== What is being asked ==
As the answer, set down the lines below from the one containing "translate:-50% -50%; white-space:nowrap;" through the one containing "position:absolute; left:12px; top:12px;", exactly and inclusively, and no others.

Data supplied Block Start

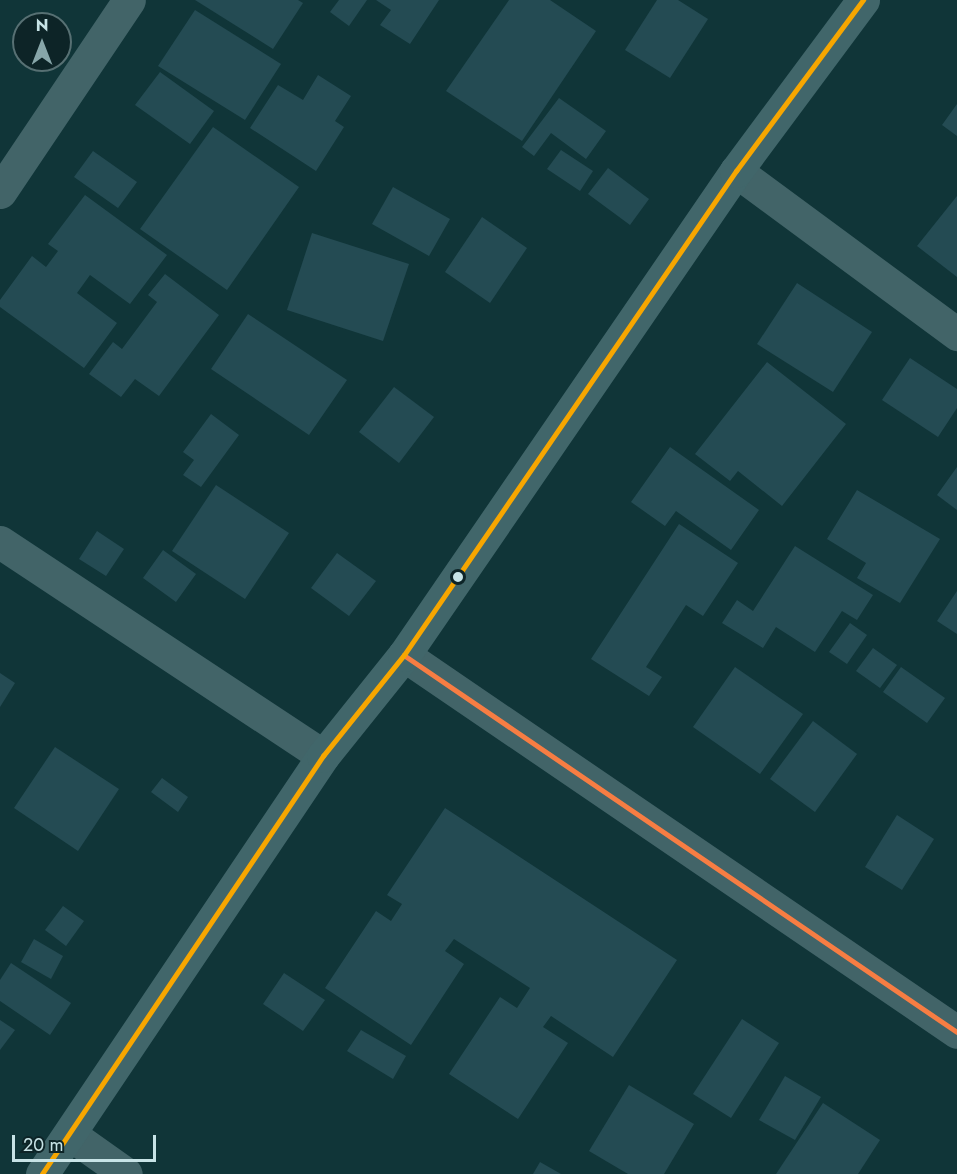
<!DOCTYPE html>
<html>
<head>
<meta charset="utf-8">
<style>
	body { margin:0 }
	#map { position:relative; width:957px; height:1174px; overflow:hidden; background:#103538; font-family:Jost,sans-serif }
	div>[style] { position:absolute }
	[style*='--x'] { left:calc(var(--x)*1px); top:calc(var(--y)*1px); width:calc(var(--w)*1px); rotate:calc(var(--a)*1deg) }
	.building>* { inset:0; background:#244b53 }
	.minor>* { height:33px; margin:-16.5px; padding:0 16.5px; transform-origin:16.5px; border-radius:16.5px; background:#426468 }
	.secondary>* { height:33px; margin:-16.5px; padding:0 16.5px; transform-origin:16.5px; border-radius:16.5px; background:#41666a }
	.bus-1>* { height:4.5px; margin:-2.25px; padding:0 2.25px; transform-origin:2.25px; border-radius:2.25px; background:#f77d43 }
	.bus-2>* { height:4.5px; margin:-2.25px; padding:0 2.25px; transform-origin:2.25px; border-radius:2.25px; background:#f7a600 }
	.dots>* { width:16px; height:16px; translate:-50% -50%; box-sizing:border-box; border:3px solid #0d2427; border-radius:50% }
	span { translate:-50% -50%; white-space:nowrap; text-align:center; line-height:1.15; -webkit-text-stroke:5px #0d2427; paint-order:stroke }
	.north { position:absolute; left:12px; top:12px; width:60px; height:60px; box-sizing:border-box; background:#0d2427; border:2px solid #577073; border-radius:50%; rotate:0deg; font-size:16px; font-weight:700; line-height:24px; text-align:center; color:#c7e3e6 }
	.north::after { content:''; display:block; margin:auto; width:21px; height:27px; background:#87a6a9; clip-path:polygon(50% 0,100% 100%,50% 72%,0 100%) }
	.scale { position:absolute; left:12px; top:1135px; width:144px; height:27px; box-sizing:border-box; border:3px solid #c7e3e6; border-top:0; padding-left:8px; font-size:18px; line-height:21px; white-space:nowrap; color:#c7e3e6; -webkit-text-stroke:4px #0d2427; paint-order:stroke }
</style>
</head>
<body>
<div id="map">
	<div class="building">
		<div style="clip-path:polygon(195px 0,298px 0,303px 3px,273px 49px)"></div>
		<div style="clip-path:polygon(339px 0,367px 0,349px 26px,330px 12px)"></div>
		<div style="clip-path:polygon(376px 0,439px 0,410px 44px,380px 25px,391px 10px)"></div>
		<div style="clip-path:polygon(509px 0,550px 0,596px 31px,522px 141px,446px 91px)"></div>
		<div style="clip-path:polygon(657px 0,678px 0,708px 19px,670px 78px,625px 50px)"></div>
		<div style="clip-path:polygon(195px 10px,281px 64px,245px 120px,158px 66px)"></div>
		<div style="clip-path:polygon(160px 72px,214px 111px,190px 144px,135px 105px)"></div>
		<div style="clip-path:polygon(318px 75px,351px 96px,335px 121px,344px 127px,316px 171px,250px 128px,278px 85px,303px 100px)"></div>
		<div style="clip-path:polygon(559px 98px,606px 131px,586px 159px,551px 133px,534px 156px,522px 147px)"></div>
		<div style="clip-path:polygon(957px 104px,957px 136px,942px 125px)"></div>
		<div style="clip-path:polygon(213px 127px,299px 187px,227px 290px,140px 229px)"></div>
		<div style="clip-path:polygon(561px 150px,593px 171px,580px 191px,547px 169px)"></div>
		<div style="clip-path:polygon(93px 151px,137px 182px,118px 208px,74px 177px)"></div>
		<div style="clip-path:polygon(608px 168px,649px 199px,630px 225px,588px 194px)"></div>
		<div style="clip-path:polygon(393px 187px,450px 219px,429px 256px,372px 224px)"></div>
		<div style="clip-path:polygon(85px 195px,167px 255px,130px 304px,90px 275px,77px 293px,117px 323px,84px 368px,0 307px,0 300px,32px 256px,46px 267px,58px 251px,48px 244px)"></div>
		<div style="clip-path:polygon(957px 196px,957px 277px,917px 246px)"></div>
		<div style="clip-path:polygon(482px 217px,527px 248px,490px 303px,445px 272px)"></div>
		<div style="clip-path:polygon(312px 233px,409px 264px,383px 341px,287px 310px)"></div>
		<div style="clip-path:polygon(165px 274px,219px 315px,159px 396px,135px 379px,121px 397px,89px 374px,113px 342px,122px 349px,157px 302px,148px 295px)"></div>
		<div style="clip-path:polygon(797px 283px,872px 332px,833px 392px,757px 344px)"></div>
		<div style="clip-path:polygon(248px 314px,347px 380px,309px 435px,211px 369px)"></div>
		<div style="clip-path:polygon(910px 358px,957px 389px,957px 408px,938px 437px,882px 400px)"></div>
		<div style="clip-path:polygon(767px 362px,846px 424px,782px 506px,738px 471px,730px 481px,695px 454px)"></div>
		<div style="clip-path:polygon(394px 387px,434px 417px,399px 463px,359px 432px)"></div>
		<div style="clip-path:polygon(211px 414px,239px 435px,201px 487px,183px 475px,194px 460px,183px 452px)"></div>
		<div style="clip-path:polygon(670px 447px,759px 510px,731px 550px,676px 511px,665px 526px,631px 502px)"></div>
		<div style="clip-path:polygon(957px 467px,957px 510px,937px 495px)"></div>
		<div style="clip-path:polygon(216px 485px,289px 533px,245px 599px,172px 551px)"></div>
		<div style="clip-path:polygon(857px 490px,940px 539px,900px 603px,857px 578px,866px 563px,827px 539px)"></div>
		<div style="clip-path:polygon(679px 524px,738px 563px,703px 616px,686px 605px,646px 667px,662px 677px,649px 696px,591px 659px)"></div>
		<div style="clip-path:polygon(97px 531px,124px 549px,106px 576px,79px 559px)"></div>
		<div style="clip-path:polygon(795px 546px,873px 595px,857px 620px,842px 611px,815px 652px,776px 627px,763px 648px,722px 623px,737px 600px,753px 611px)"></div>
		<div style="clip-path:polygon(163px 550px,196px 574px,176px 602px,143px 578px)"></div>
		<div style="clip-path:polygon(337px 553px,376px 581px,349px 616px,311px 588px)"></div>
		<div style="clip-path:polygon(957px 591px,957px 634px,937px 621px)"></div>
		<div style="clip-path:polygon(850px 623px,867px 635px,847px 664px,829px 652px)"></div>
		<div style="clip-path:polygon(873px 648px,897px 665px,880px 688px,856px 671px)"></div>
		<div style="clip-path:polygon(735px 667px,803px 714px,760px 774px,693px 727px)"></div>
		<div style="clip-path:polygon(901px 667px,945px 698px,927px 723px,883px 692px)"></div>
		<div style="clip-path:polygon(0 673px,15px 683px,0 707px)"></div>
		<div style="clip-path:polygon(813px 721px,857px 754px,815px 812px,770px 779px)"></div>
		<div style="clip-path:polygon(55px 747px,119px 789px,78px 851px,14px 808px)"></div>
		<div style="clip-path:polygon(162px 778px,188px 797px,178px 812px,151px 792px)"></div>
		<div style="clip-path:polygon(445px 808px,677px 960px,613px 1057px,551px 1016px,543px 1027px,568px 1043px,518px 1119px,449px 1074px,500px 997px,517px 1008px,530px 988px,454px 939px,445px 951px,464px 964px,411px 1045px,325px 988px,376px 911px,391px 921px,402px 904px,387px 895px)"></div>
		<div style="clip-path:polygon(897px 815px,934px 839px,902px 890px,865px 867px)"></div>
		<div style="clip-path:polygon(63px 906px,84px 921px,66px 946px,45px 930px)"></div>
		<div style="clip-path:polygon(34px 939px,63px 956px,51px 979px,21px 962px)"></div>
		<div style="clip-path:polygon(11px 963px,71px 1003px,50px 1035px,0 1001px,0 980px)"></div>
		<div style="clip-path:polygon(284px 973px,325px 1000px,303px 1031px,263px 1004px)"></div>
		<div style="clip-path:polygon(742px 1019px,779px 1043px,731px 1118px,693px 1094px)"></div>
		<div style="clip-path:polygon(0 1020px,15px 1030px,0 1050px)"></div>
		<div style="clip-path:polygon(361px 1030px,406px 1056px,393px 1079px,347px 1051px)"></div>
		<div style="clip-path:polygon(785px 1076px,821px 1097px,795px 1140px,759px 1120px)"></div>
		<div style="clip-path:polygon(629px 1085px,694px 1124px,664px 1174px,628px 1174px,589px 1151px)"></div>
		<div style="clip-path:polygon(823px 1103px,880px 1140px,858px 1174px,776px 1174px)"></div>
		<div style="clip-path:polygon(540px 1162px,561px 1174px,533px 1174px)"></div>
	</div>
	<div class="minor">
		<div style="--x:736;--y:171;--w:275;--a:36.4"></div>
		<div style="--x:0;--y:192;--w:231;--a:-56.1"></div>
		<div style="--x:0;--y:542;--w:387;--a:33.5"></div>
		<div style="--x:404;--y:655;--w:669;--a:34.28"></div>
		<div style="--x:71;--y:1135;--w:67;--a:35.3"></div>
	</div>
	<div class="secondary">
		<div style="--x:42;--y:1174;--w:504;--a:-56.09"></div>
		<div style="--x:323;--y:756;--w:129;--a:-51.3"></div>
		<div style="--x:404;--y:655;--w:587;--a:-55.55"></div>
		<div style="--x:736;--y:171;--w:213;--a:-53.4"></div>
	</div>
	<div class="bus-1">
		<div style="--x:404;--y:655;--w:669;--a:34.28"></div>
	</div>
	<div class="bus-2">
		<div style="--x:42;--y:1174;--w:504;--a:-56.09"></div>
		<div style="--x:323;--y:756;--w:129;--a:-51.3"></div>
		<div style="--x:404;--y:655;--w:587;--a:-55.55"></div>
		<div style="--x:736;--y:171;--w:213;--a:-53.4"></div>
	</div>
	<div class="dots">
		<div style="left:458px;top:577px;background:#c7e3e6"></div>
	</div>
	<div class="north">N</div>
	<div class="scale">20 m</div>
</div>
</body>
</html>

Data supplied Block End

== Response box ==
	span { translate:-50% -50%; white-space:nowrap; text-align:center; line-height:1.15; -webkit-text-stroke:5px #0d2427; paint-order:stroke }
	.north { position:absolute; left:12px; top:12px; width:60px; height:60px; box-sizing:border-box; background:#0d2427; border:2px solid #577073; border-radius:50%; rotate:0deg; font-size:16px; font-weight:700; line-height:24px; text-align:center; color:#c7e3e6 }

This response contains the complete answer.